Un rassemblement d'une soixantaine de personnes
Une soixantaine de militants et de migrants se sont rassemblés mercredi soir dans un parc de Calais pour rendre hommage aux victimes. Ils ont déployé une immense banderole énumérant les centaines de morts survenues à la frontière entre la France et le Royaume-Uni depuis la fin des années 1990.
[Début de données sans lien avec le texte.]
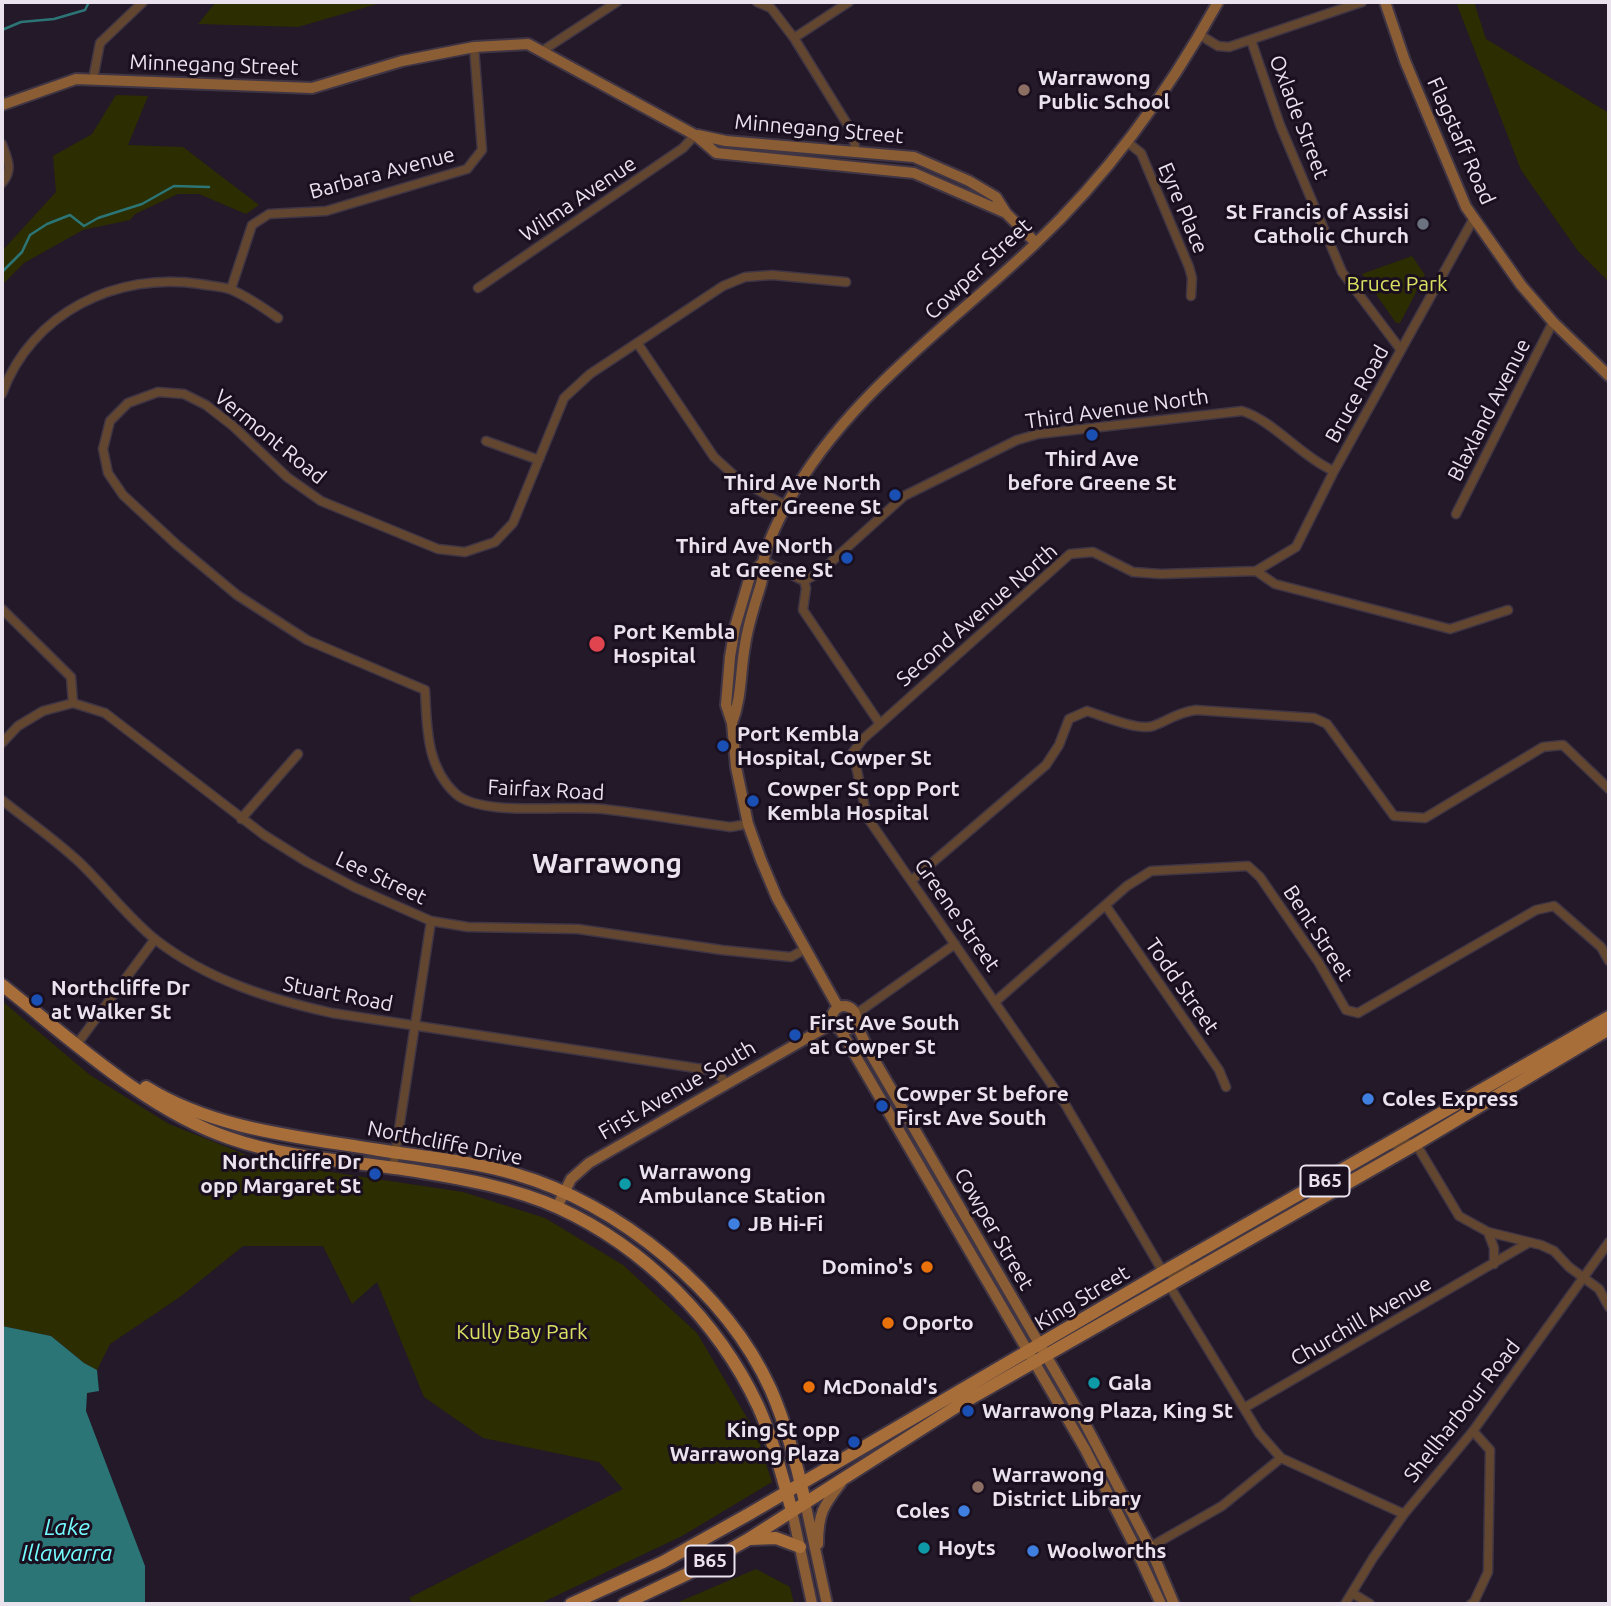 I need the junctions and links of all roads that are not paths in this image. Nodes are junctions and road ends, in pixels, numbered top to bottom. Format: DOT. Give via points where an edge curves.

« Je tenais la main de ma sœur quand c'est arrivé et j'ai essayé de trouver quelque chose à quoi m'accrocher (…) mais les vagues m'ont éloigné d'elle », a raconté, les yeux embués et une bougie à la main, un jeune Erythréen dont la sœur de 18 ans est morte.
Le bilan du naufrage reste stable à 12 morts, a indiqué le préfet du Pas-de-Calais. Deux personnes restent hospitalisées, selon la procureure de Lille Carole Etienne. Les corps des défunts ont été transportés à l'institut médico-légal de Lille pour identification.
Le bateau était presque coulé à l'arrivée des sauveteurs
“Quand on est arrivé, il n'y avait plus de bateau, il avait quasiment coulé”, a raconté Axel Baheu, 25 ans, patron du trémail Murex à Boulogne-sur-Mer, appelé à la rescousse par le Centre régional d'opérations et de sauvetage (CROSS).
Alors qu'un navire de sauvetage récupérait les survivants, « nous avons récupéré des gilets de sauvetage, les débris qu'il y avait, des sacs à dos, des effets personnels, et nous avons fini par tomber sur des corps », a-t-il déclaré.
Mercredi, le secrétaire d'Etat démissionnaire à la Mer, Hervé Berville, s'est rendu à Boulogne, d'où il a exprimé « l'entière solidarité de la nation » avec les victimes et assuré que des moyens de secours « robustes » avaient été « mobilisés en un temps record ».
« Nous sommes soumis à cette hypocrisie »
Après Gérald Darmanin, le ministre démissionnaire de l'Intérieur, qui a réclamé mardi un traité migratoire entre la Grande-Bretagne et l'Union européenne pour freiner les départs illégaux, le maire LR de Calais a appelé mercredi à un bras de fer avec Londres.
« Nous subissons cette hypocrisie », déplore Natacha Bouchart, faisant référence à la législation du travail en Angleterre et à l'existence de nombreux passeurs britanniques.
« À un moment donné, il faudra avoir un bras de fer avec ce gouvernement » pour éviter « que dans cinquante ans nous (soyons) toujours au même niveau, avec des gens qui veulent aller en Angleterre parce que cela continue d'être un Eldorado », a-t-elle insisté.
Le préfet et Mme Bouchart s'exprimaient lors d'une conférence de presse présentant les travaux de sécurisation d'une plateforme logistique en amont du port de Calais et du tunnel sous la Manche, afin d'empêcher l'entrée de migrants dans des camions.
Des barrières pour empêcher les intrusions
Près de 11 km de barrières supplémentaires seront installées dans cette zone déjà largement verrouillée, pour un coût de 4,5 millions d'euros, financé par la Grande-Bretagne, a indiqué Mme Bouchart.
Depuis que le port et le tunnel ont été sécurisés, les tentatives d'intrusions « ont quasiment disparu », a souligné le préfet Billant, indiquant qu'elles sont passées de « plus de 15 000 en 2016 à 127 en 2023 ».
Mais des centaines de migrants continuent de tenter chaque année de monter à bord de camions en amont : 3.142 ont été découverts en 2023 et 2.646 depuis début 2024, selon la même Source.
Nombre record de traversées
Et ceux qui cherchent l'exil se tournent vers la Manche, avec un nombre record de traversées illégales au cours des six premiers mois de 2024, selon les autorités britanniques, qui ont comptabilisé mardi l'arrivée par ce moyen de 21.615 migrants depuis janvier.
Le naufrage de mardi, après une série d'autres durant l'été, fait de 2024 l'année la plus meurtrière dans la Manche depuis que le phénomène des traversées illégales a pris son essor en 2018.
Le directeur de l'Office français de l'immigration et de l'intégration (OFII), Didier Leschi, a indiqué sur France Info que les victimes de ce naufrage se verraient offrir la possibilité de « déposer une demande d'asile en France mais il n'est pas certain qu'elles l'acceptent ».
La défenseuse des droits humains Claire Hédon a appelé à « une profonde réorientation des politiques nationales et européennes d’asile et d’immigration ».